ES学习笔记八-聚合搜索

ES中的聚合搜索可以理解为关系型数据库中的group by,将具有相同条件的数据分组，并分析每一组数据的不同表现。

high-level concepts

要理解什么是聚合查询(统计) 需要了解下边的两个重要的概念。

Buckets

Collections of documents that meet a criterion 符合条件的一组数据

Metrics

Statistics calculated on the documents in a bucket 在这组数据中进行统计计算

GET /cars/transactions/_search?search_type=count{    "aggs" : {  这是一个聚合查询        "colors" : {  此聚合查询的名字(自己定义)            "terms" : {              "field" : "color" 定义聚合条件。以color分组            }        }    }}

You’ll notice that we used the count search_type. Because we don’t care about search results—the aggregation totals—the count search_type will be faster because it omits the fetch phase.

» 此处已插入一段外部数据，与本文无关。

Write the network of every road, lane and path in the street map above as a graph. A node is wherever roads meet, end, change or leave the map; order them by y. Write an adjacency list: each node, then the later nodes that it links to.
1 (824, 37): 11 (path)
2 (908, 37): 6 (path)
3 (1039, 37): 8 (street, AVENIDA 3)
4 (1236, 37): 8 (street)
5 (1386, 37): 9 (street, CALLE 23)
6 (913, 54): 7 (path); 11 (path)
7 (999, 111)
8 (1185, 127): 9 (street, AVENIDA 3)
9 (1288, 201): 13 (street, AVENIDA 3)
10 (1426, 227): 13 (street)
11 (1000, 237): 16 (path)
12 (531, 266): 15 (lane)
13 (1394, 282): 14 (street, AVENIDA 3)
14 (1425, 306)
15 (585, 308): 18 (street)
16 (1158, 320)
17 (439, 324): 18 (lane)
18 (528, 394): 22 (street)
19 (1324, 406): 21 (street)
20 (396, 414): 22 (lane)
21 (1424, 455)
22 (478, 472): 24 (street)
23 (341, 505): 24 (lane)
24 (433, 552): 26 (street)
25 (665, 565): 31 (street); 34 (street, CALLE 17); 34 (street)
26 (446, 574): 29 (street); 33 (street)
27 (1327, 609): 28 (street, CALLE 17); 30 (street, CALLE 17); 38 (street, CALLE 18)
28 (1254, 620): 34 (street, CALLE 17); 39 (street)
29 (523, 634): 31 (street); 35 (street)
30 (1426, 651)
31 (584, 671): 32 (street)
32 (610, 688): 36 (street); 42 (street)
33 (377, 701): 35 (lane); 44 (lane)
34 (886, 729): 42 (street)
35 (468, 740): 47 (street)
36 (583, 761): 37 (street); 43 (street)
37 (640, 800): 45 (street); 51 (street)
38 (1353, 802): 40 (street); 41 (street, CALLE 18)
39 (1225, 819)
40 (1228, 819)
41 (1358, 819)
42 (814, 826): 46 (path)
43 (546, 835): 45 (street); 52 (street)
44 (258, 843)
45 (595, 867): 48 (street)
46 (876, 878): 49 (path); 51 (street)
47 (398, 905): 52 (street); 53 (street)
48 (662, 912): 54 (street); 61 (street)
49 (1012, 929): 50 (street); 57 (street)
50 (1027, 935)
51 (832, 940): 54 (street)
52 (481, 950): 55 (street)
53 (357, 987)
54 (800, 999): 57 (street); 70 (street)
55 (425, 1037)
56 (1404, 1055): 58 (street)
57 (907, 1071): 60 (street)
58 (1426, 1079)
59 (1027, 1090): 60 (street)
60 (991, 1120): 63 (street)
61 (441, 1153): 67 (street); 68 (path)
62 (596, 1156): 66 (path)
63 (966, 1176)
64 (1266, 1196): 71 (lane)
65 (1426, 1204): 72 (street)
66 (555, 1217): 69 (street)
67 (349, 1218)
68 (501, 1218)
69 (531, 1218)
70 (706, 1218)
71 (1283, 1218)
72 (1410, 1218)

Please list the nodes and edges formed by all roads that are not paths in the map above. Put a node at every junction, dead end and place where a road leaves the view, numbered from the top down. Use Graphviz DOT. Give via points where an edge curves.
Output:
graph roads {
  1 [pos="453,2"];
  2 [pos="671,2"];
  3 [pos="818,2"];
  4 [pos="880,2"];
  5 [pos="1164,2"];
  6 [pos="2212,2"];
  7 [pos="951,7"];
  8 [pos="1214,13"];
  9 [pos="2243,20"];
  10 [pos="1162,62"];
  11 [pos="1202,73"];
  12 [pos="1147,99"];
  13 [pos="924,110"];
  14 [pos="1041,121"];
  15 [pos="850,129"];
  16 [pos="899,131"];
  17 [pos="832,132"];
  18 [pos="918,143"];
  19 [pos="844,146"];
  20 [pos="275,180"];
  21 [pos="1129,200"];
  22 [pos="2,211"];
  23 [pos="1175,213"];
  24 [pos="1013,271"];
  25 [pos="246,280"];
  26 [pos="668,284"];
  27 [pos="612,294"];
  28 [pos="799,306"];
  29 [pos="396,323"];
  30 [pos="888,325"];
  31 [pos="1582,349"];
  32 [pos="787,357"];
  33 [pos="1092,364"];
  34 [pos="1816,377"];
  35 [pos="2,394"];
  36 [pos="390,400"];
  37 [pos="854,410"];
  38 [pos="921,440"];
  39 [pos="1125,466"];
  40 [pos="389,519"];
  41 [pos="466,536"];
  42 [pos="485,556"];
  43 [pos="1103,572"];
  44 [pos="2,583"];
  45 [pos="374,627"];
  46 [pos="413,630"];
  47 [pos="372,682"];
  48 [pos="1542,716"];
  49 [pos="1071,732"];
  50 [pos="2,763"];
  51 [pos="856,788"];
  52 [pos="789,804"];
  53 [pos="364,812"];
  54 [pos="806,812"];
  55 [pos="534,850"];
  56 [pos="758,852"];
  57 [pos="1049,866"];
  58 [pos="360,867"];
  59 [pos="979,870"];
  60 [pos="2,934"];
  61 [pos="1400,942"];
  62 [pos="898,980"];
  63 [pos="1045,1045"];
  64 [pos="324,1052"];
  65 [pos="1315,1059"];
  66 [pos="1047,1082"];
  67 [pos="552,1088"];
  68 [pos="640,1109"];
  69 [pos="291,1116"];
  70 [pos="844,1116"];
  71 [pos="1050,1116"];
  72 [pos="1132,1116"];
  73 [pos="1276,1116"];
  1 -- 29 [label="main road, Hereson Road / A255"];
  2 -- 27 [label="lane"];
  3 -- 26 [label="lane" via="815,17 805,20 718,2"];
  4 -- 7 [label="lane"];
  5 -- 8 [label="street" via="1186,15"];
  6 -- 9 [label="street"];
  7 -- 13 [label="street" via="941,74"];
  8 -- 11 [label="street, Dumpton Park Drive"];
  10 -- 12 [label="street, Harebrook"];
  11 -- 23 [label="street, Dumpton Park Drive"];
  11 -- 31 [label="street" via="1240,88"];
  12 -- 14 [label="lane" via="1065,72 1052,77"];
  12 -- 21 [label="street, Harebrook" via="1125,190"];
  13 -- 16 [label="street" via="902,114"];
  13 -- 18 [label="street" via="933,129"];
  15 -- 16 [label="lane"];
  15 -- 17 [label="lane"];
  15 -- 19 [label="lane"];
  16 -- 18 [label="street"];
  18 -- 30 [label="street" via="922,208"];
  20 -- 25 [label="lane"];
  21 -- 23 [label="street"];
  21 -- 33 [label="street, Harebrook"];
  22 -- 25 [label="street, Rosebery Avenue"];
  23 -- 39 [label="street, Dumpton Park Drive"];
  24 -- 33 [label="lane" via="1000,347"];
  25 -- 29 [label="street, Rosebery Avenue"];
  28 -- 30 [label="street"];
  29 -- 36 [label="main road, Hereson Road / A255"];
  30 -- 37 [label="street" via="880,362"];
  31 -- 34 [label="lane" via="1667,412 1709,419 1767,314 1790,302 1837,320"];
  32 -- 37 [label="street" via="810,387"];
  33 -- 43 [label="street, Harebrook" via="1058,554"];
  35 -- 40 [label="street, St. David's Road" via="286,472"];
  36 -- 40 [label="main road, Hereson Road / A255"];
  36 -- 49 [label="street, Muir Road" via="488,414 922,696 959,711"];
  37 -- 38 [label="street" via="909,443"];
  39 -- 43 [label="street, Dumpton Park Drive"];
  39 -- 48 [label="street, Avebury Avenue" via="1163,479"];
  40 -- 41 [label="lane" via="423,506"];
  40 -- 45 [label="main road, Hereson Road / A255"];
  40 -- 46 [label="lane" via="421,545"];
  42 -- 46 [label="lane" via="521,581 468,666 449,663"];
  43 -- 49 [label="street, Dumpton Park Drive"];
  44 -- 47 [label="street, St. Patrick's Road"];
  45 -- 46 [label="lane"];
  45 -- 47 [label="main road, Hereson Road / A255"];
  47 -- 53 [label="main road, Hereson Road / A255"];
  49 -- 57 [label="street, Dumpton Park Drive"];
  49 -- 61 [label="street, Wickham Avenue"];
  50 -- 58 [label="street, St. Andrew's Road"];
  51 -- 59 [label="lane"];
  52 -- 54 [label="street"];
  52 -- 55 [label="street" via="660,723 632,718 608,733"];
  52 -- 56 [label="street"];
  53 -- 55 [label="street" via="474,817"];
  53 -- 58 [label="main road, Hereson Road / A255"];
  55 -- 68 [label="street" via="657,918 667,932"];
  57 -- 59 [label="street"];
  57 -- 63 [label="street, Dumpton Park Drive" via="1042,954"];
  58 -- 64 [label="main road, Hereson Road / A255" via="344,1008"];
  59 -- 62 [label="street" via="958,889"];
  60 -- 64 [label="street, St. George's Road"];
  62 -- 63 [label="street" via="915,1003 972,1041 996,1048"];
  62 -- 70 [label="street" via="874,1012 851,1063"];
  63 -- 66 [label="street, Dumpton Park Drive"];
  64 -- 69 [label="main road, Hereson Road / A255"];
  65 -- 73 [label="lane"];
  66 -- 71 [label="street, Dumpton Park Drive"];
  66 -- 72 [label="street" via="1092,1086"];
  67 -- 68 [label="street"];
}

在讲query 执行时，elasticsearch会分为两个阶段,query阶段，fetch阶段。我们并不需要查询结果，只需要知道统计结果，所以省去了fetch阶段，search_type=count使聚合查询更高效

{...   "hits": {      "hits": []  没有数据是因为我们search_type=count 并没有fetch阶段   },   "aggregations": {      "colors": {  你定义的聚合查询的名字         "buckets": [            {               "key": "red", 红色分组               "doc_count": 4  符合此条件的文档数            },            {               "key": "blue",               "doc_count": 2            },            {               "key": "green",               "doc_count": 2            }         ]      }   }}

adding a metric to the mix

GET /cars/transactions/_search?search_type=count{   "aggs": {      "colors": {         "terms": {            "field": "color"         },         "aggs": { 最外层是aggs,用来包裹住我们的统计条件            "avg_price": {  统计名称               "avg": {                  "field": "price" 我们将计算每组的price平均值               }            }         }      }   }}

buckets inside buckets

分组数据的嵌套，group by color,make 先按 color分组，再按make分组

GET /cars/transactions/_search?search_type=count{   "aggs": {      "colors": {         "terms": {            "field": "color"         },         "aggs": {             "avg_price": {  注意它的顺序。他统计的平均值，是紧接的上一个条件的统计值               "avg": {                  "field": "price"               }            },            "make": {                 "terms": {                    "field": "make"                }            }         }      }   }}

one final modification

GET /cars/transactions/_search?search_type=count{   "aggs": {      "colors": {         "terms": {            "field": "color"         },         "aggs": {            "avg_price": { "avg": { "field": "price" }            },            "make" : {                "terms" : {                    "field" : "make"                },                "aggs" : {  添加第二个聚合统计 统计的是以color和make分组后的数据                    "min_price" : { "min": { "field": "price"} },  最低价格                    "max_price" : { "max": { "field": "price"} } 最高价格                }            }         }      }   }}

building bar charts 创建柱形图

{   "aggs":{      "price":{         "histogram":{             "field": "price",            "interval": 20000 间隔2000 所得出来的结果是[0-19999,20000-399999,40000-59999,60000-79999]         },         "aggs":{            "revenue": {               "sum": {                  "field" : "price"               }             }         }      }   }}

As you can see, our query is built around the price aggregation, which contains a histogrambucket. This bucket requires a numeric field to calculate buckets on, and an interval size. The interval defines how "wide" each bucket is. An interval of 20000 means we will have the ranges [0-19999, 20000-39999, ...].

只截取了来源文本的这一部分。